Canadian seniors can get over $1,600 from this government pension payment in September

Here's everything you need to know! 👇

Someone holding Canadian money.

Canada Pension Plan payments for September 2025 go out next week.

Gabriel Vergani | Dreamstime
Contributor

Believe it or not, we're already halfway through September, and for Canadian seniors who rely on monthly pensions and government support, the September Canada Pension Plan payment is coming up soon.

Whether you're covering bills, restocking the fridge or just keeping a close eye on your budget, staying up to date on your payments from the CRA and Service Canada can really help keep things on track.

With the cost of living still putting pressure on wallets, every little bit counts — and programs like the CPP and Old Age Security are key lifelines for millions across the country.

Along with the base pension earned through your working years, the Canada Pension Plan also includes other supports like CPP disability and survivor benefits, which can offer extra help when it's needed most.

Knowing exactly when your government payments are coming and how much you're owed can make planning a whole lot easier — especially if you're juggling other expenses. With the next deposit just around the corner, now's a good time to check your Service Canada account and make sure everything's set.

Here's what to know about the Canada Pension Plan September 2025 payment, including the exact date, who qualifies and how much you could receive.

How does the Canada Pension Plan work?

The Canada Pension Plan is a federal program that provides monthly pension payments to people who made contributions while working in Canada. If CPP deductions were taken from your paycheques over the years, you'll likely qualify to receive it once you reach the minimum age.

You can start collecting CPP at age 60, but your monthly payment will be lower than if you wait. The standard age to begin is 65, though delaying until age 70 will increase your monthly amount. There's no advantage to waiting past 70, so most people apply sometime before then.

After your application is approved, your payment amount is locked in — it will never decrease. Each January, however, the amount could be increased to account for inflation.
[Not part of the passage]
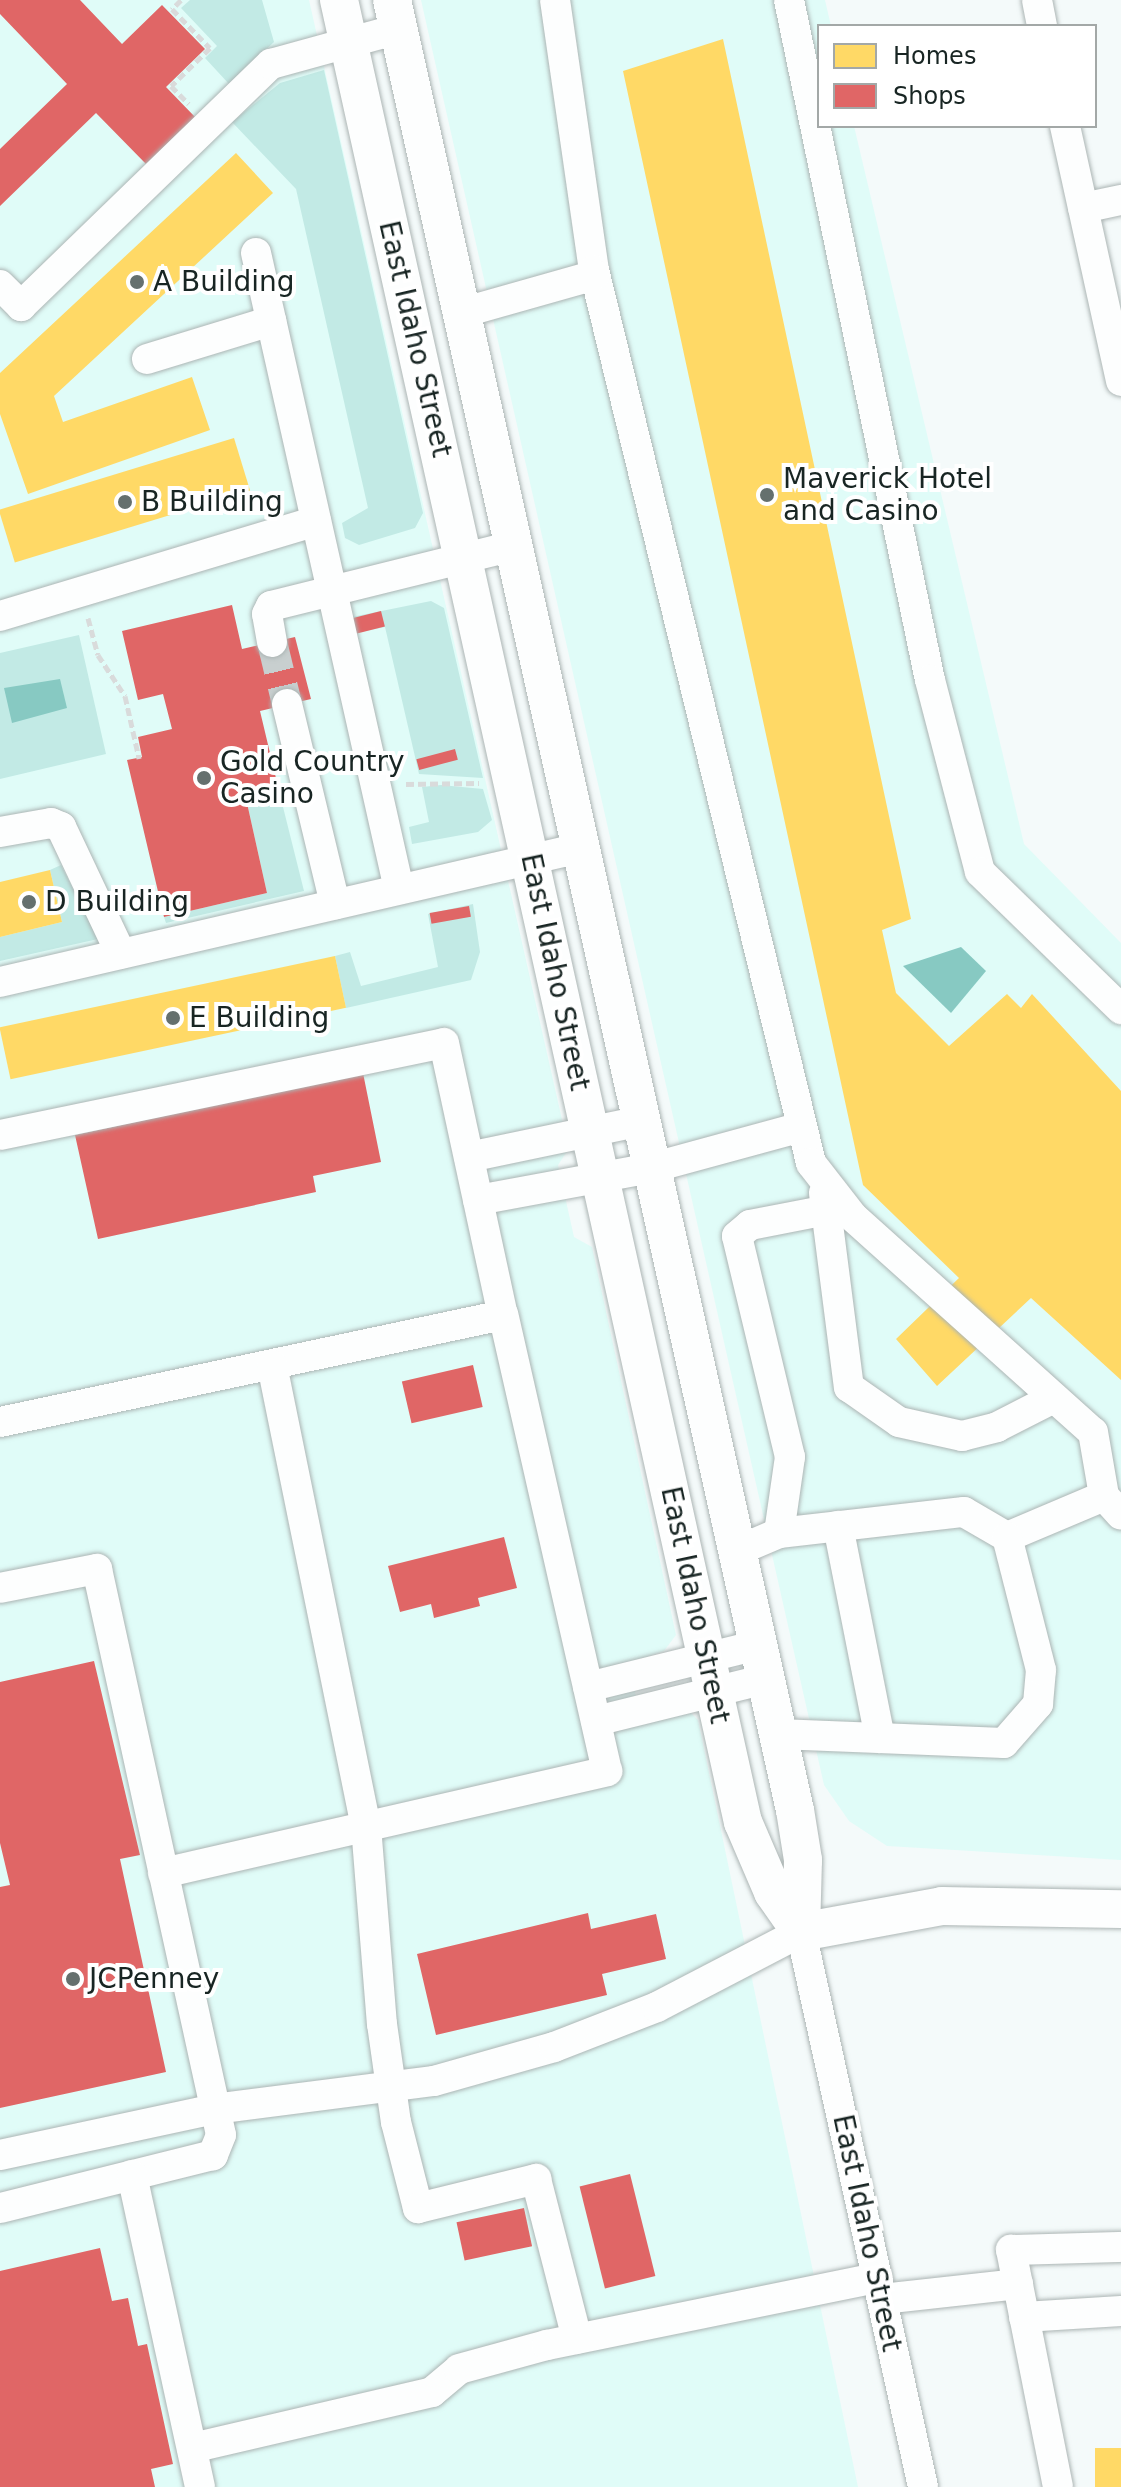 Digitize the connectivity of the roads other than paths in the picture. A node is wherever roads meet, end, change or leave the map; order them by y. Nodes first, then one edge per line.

CPP is paid out every month and can be deposited directly into your bank account for convenience.

More about the CPP

Who is eligible for the Canada Pension Plan?
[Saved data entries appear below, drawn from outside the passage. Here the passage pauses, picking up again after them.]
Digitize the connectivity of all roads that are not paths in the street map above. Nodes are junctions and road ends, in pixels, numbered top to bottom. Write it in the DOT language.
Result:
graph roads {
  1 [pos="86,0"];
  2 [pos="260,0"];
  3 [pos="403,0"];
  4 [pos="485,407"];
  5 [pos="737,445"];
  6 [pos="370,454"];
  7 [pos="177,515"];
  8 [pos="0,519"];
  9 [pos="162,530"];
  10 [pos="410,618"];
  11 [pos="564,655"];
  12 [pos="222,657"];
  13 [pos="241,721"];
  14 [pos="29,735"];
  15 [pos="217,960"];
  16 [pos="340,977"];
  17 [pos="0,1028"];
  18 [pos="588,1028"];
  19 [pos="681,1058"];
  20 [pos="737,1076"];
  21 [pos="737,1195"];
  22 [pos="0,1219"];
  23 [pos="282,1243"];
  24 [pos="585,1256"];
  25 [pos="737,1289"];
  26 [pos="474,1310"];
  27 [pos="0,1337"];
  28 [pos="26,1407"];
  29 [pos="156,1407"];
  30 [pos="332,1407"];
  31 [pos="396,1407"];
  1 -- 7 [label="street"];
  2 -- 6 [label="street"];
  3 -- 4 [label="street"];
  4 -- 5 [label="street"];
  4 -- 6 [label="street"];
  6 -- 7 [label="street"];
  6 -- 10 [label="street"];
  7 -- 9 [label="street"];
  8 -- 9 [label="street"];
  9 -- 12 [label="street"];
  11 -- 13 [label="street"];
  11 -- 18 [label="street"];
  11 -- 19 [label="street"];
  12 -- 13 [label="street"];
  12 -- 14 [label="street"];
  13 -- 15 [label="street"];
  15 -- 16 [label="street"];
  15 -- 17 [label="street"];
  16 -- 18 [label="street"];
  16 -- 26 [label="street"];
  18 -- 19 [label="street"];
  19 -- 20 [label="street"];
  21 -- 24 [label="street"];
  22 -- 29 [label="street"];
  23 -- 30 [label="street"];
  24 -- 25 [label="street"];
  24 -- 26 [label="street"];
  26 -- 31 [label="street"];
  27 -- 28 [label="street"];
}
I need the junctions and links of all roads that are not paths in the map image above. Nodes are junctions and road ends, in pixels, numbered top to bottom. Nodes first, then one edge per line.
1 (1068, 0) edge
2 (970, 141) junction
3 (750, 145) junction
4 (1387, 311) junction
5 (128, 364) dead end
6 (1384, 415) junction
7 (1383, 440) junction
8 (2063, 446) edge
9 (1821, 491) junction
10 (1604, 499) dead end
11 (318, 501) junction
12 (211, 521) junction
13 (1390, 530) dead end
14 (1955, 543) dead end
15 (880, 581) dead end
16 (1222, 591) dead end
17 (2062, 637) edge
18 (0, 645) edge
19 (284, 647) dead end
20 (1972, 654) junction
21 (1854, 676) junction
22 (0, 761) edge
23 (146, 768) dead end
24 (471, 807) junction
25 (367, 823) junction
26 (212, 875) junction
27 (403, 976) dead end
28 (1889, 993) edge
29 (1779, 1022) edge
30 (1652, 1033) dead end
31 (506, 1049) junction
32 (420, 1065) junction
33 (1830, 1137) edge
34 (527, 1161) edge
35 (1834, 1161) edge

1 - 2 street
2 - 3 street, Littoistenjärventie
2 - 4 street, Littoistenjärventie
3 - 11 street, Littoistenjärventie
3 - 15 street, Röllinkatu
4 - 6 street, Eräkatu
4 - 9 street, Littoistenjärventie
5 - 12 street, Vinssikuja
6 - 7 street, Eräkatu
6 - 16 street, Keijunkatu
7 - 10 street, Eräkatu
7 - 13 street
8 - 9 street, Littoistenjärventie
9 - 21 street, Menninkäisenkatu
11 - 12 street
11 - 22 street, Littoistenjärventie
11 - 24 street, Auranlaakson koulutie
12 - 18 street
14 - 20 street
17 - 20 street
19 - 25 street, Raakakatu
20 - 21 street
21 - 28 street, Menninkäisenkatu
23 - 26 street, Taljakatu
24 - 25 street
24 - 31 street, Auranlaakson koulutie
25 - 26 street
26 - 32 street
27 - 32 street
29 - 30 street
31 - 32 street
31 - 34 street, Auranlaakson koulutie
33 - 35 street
To qualify for CPP retirement payments, you need to be at least 60 years old and have made at least one valid contribution during your working years in Canada. If you've ever had CPP deductions taken from your pay, you're likely eligible.

In some cases, such as a divorce or the end of a common-law relationship, you may be able to split CPP credits with a former partner. This can affect how much you receive or even help you qualify.

You don't need to leave your job to start getting CPP. If you're still working and under 70, you could also earn additional income through the CPP post-retirement benefit.

More about CPP eligibility

What are CPP disability and survivor benefits?

The Canada Pension Plan offers more than just retirement income — there are several other benefits available that provide financial support, depending on your situation.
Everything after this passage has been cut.